Classic rock finds a new generation of fans and keeps on keepin' on into the new millennium

And even bands that can't tour again (Led Zeppelin, Queen, Jimi Hendrix, the Beatles) maintain amazingly healthy record sales for their back catalogs. The runaway success of the Beatles 1 CD, with material that had already been repackaged countless times, proved something of a shocker.

Still, today's touring classic rock bands do have an inherent problem with member attrition. Whether it's attributable to age, infighting or death, the band on stage with the famous name most likely won't be the same one that recorded the famous material. This is a hot-button issue with classic rock fans. A few bands, such as the Who, excepted, no one usually minds the loss of the original drummer or bassist. But if the band is touring without the original front man or lead guitarist, the current incarnation's claim to the band name becomes more tenuous.

These days, many touring editions of acts are without their distinctive classic front men. At Arrowfest, Styx and Grand Funk no longer have Dennis DeYoung or Mark Farner. Journey, the Grateful Dead and the Doors are other examples. But does that really matter if the crowd has had enough beer and the "new guys" sound reasonably like those on the records?

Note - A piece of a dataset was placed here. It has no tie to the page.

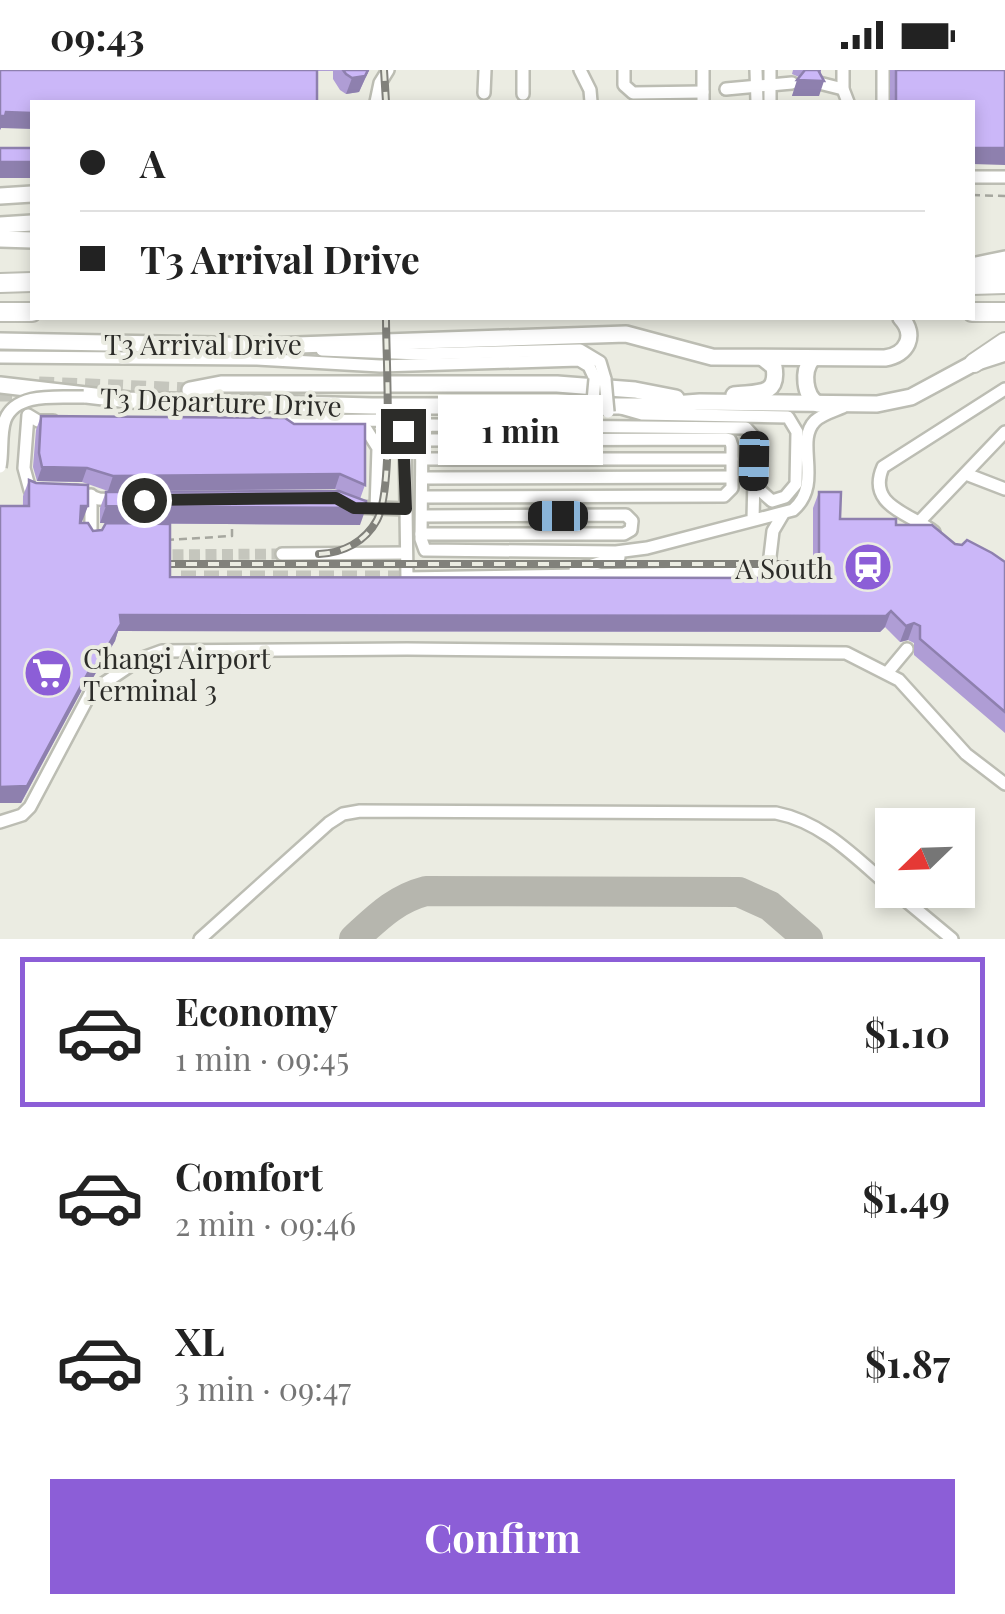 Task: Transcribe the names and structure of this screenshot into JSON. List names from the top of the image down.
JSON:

Peter Frampton: "Sometimes I'll see three generations of one family at my show, and it's the younger ones who know all the words."
Peter Frampton: "Sometimes I'll see three generations of one family at my show, and it's the younger ones who know all the words."

"Absolutely not. You can still have fun at those shows, and the 'leftover guys' know what they're doing," Roark says. "You still get all those great songs."

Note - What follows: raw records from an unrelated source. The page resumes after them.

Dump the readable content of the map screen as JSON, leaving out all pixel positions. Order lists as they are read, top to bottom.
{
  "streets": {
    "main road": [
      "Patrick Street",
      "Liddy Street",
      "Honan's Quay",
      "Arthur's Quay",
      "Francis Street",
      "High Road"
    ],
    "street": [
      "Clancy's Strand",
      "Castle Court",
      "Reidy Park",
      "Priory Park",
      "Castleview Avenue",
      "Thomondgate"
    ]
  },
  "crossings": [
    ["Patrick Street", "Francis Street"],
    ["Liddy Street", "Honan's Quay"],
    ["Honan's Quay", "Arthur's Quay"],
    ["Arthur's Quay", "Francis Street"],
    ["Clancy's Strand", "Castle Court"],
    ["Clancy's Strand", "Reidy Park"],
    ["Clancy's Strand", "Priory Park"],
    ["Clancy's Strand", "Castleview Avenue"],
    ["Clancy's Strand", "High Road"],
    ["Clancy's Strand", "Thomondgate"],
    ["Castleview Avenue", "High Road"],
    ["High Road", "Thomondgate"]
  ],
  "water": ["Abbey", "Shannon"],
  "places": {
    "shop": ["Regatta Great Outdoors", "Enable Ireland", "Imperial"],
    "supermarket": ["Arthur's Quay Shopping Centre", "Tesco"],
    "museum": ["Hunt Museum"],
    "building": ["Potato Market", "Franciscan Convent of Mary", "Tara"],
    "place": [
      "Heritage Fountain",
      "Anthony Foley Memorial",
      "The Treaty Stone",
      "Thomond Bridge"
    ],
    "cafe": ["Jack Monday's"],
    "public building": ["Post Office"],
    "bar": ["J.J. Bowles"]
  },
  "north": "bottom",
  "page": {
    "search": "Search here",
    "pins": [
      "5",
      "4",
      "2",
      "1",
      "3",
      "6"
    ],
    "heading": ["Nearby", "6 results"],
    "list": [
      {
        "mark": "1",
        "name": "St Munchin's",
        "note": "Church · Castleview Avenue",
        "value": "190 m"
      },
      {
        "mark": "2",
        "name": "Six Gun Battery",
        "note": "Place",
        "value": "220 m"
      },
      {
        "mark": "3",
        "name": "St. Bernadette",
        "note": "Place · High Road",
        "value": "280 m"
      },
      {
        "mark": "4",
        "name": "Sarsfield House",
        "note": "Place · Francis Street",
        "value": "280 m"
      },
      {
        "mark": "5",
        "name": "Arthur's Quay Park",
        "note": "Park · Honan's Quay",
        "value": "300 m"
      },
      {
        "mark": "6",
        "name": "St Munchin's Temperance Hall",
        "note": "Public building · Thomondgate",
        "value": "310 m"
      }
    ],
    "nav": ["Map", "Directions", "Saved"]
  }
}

Jeb Wright, co-creator of the Web site Classic Rock Revisited, disagrees somewhat. "This bothers me. It's pretty obvious that a lot of the bands keep the name to get a better paycheck," he says, before making an about-face. "But in reality people need to make a living. The diehards can complain, but the crowd still sings along." (A subissue are the squabbles between fans of a band's "original" [the first] lineup versus the "classic" [most commercially successful] version. Bands like the Eagles, Fleetwood Mac and the Doobie Brothers fit this description.)

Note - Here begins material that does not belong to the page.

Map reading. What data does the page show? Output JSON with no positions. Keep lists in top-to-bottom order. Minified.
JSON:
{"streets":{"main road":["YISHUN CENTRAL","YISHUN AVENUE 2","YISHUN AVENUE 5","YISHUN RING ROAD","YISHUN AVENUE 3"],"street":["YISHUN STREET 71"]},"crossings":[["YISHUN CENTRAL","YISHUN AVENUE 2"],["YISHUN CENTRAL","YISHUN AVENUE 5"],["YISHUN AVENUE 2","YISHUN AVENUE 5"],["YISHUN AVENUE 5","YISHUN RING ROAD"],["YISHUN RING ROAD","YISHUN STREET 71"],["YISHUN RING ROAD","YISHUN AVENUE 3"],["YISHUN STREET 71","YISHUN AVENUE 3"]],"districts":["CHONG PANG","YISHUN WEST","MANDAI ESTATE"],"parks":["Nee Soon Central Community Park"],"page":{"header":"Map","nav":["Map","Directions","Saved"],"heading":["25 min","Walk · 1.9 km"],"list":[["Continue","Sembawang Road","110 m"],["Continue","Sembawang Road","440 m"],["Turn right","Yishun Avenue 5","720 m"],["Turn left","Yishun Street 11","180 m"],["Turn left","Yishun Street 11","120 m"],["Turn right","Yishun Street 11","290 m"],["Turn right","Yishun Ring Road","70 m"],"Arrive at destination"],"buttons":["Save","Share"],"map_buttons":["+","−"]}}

The downside for the artists is that often the festival crowds want to hear the hits and just the hits. Nothing will send the audience to the bathroom or beer line quicker than hearing this announcement from the stage: "Thank you! And now, here's something from our new record."

And that's a shame, because many of them still make extremely viable music. Frampton's fine recent release Now is a case in point. "You start off underground, and you end up underground," Frampton laughs.

The "classic rock" radio format debuted nationally in the mid-'80s, and Z107 out of Lake Jackson was Houston's first station, a mantle picked up today by 93.7 The Arrow. Of course, we wanted to get some comments about Arrowfest from Arrow DJs, and morning team Dean and Rog agreed to an interview. However, the idea was nixed by the Arrow's rock programming director Vince Richards, who was apparently upset about criticism of Clear Channel Radio that has appeared previously in this paper in an opinion column (see "Racket," February 12).

Still, they'll be at Arrowfest -- along with everyone from teens to grandpas. It was Bob Seger who said that "rock and roll never forgets." This is especially true of classic rock. Its listeners haven't forgotten. Nor, it seems, will their kids.